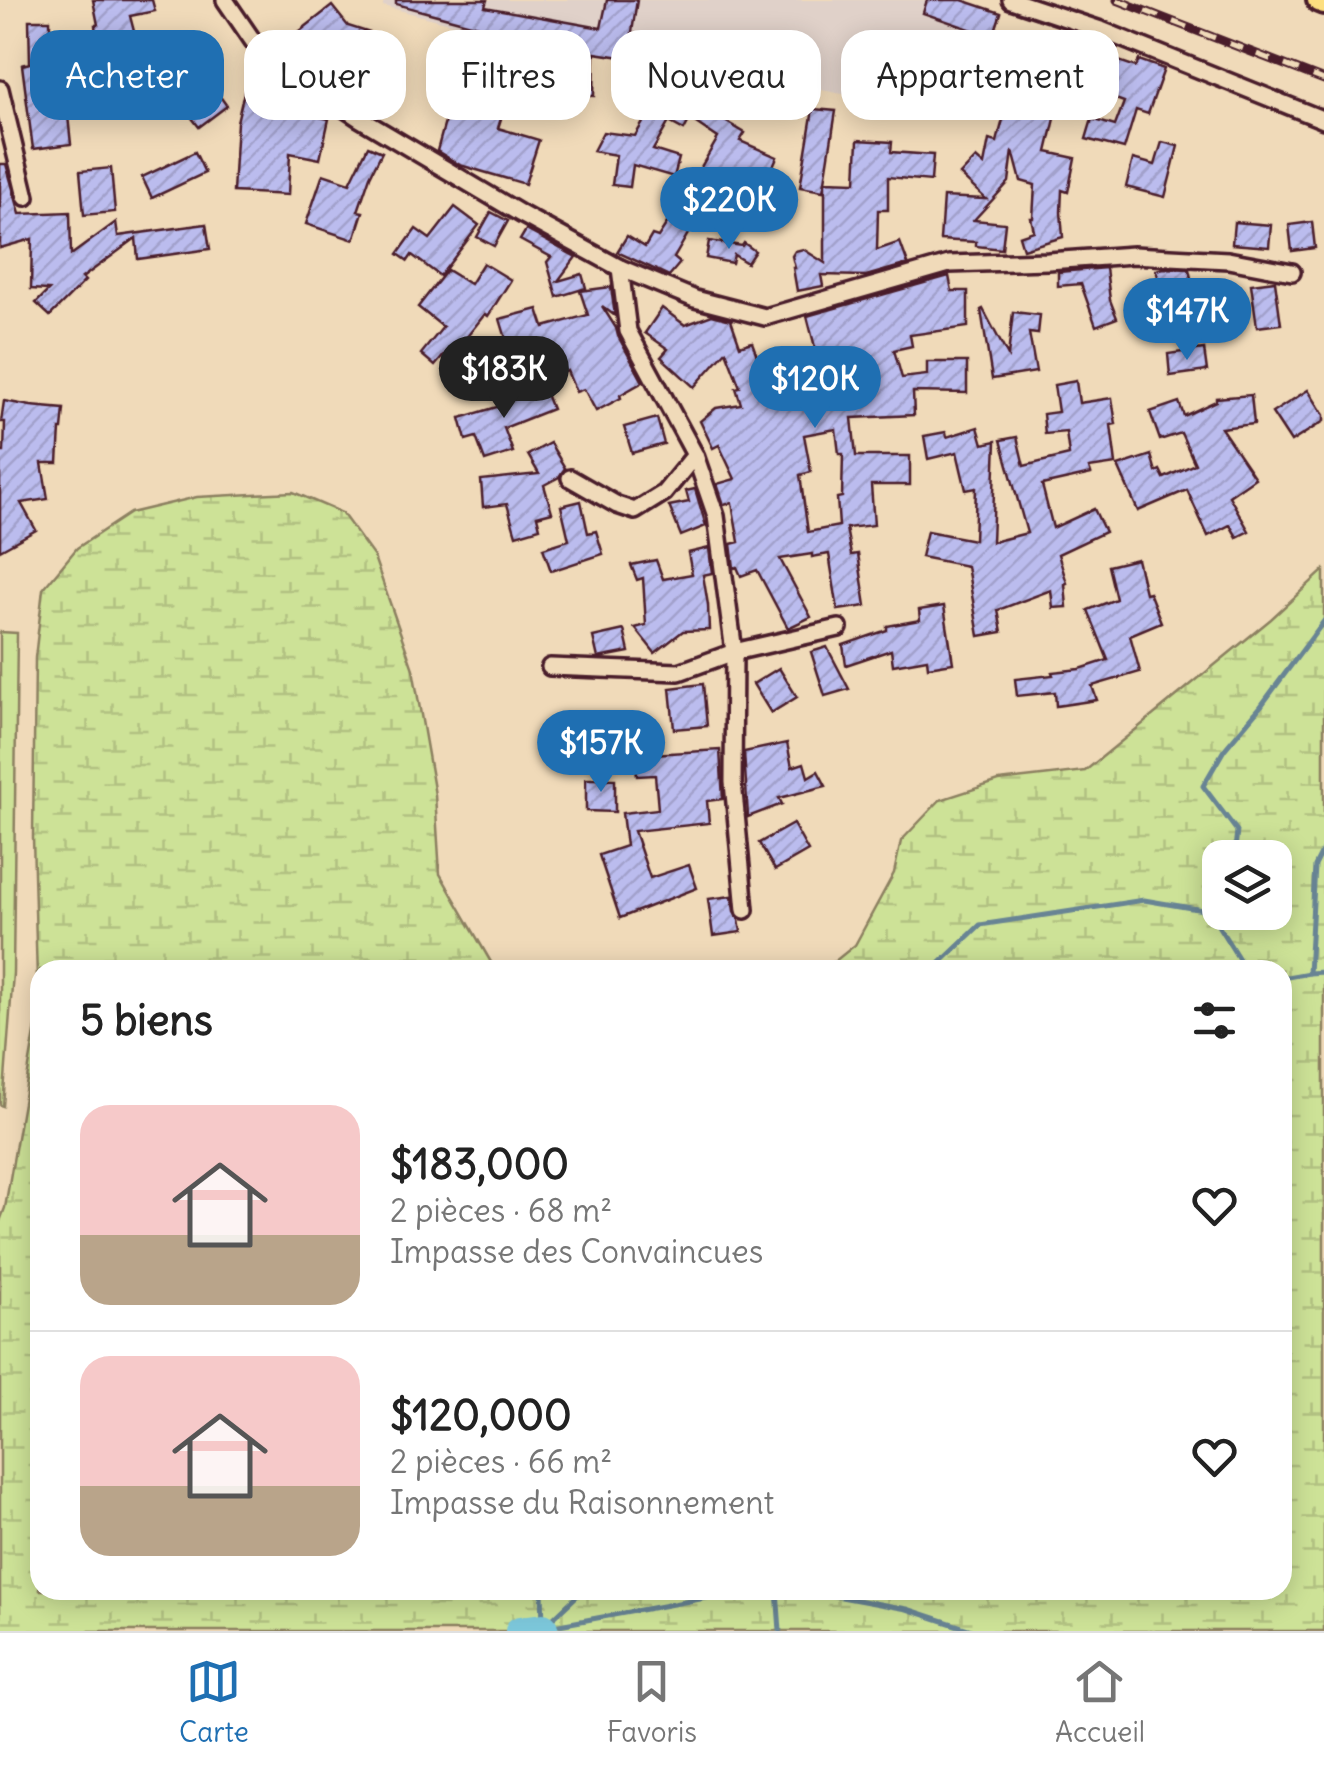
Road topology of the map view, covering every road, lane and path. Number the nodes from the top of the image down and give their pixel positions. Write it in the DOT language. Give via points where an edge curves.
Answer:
graph roads {
  1 [pos="224,0"];
  2 [pos="1011,0"];
  3 [pos="0,90"];
  4 [pos="1324,120"];
  5 [pos="26,197"];
  6 [pos="620,268"];
  7 [pos="1292,272"];
  8 [pos="695,456"];
  9 [pos="570,478"];
  10 [pos="838,628"];
  11 [pos="734,652"];
  12 [pos="550,667"];
  13 [pos="744,910"];
  1 -- 6 [label="street" via="262,54 359,118"];
  2 -- 4 [label="street"];
  3 -- 5 [label="street"];
  6 -- 7 [label="street" via="695,299 765,317 949,264 1133,255 1228,260"];
  6 -- 8 [label="street" via="628,331"];
  8 -- 9 [label="street" via="664,493 635,511"];
  8 -- 11 [label="street" via="716,516"];
  10 -- 11 [label="street"];
  11 -- 12 [label="street" via="679,672"];
  11 -- 13 [label="street" via="733,782"];
}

> [Instructions for the task] The expected answer is the complete set of entries, copied verbatim, with no pictures.

> [Output of the exercise]
Road topology of the map view, covering every road, lane and path. Number the nodes from the top of the image down and give their pixel positions. Write it in the DOT language. Give via points where an edge curves.
Answer:
graph roads {
  1 [pos="224,0"];
  2 [pos="1011,0"];
  3 [pos="0,90"];
  4 [pos="1324,120"];
  5 [pos="26,197"];
  6 [pos="620,268"];
  7 [pos="1292,272"];
  8 [pos="695,456"];
  9 [pos="570,478"];
  10 [pos="838,628"];
  11 [pos="734,652"];
  12 [pos="550,667"];
  13 [pos="744,910"];
  1 -- 6 [label="street" via="262,54 359,118"];
  2 -- 4 [label="street"];
  3 -- 5 [label="street"];
  6 -- 7 [label="street" via="695,299 765,317 949,264 1133,255 1228,260"];
  6 -- 8 [label="street" via="628,331"];
  8 -- 9 [label="street" via="664,493 635,511"];
  8 -- 11 [label="street" via="716,516"];
  10 -- 11 [label="street"];
  11 -- 12 [label="street" via="679,672"];
  11 -- 13 [label="street" via="733,782"];
}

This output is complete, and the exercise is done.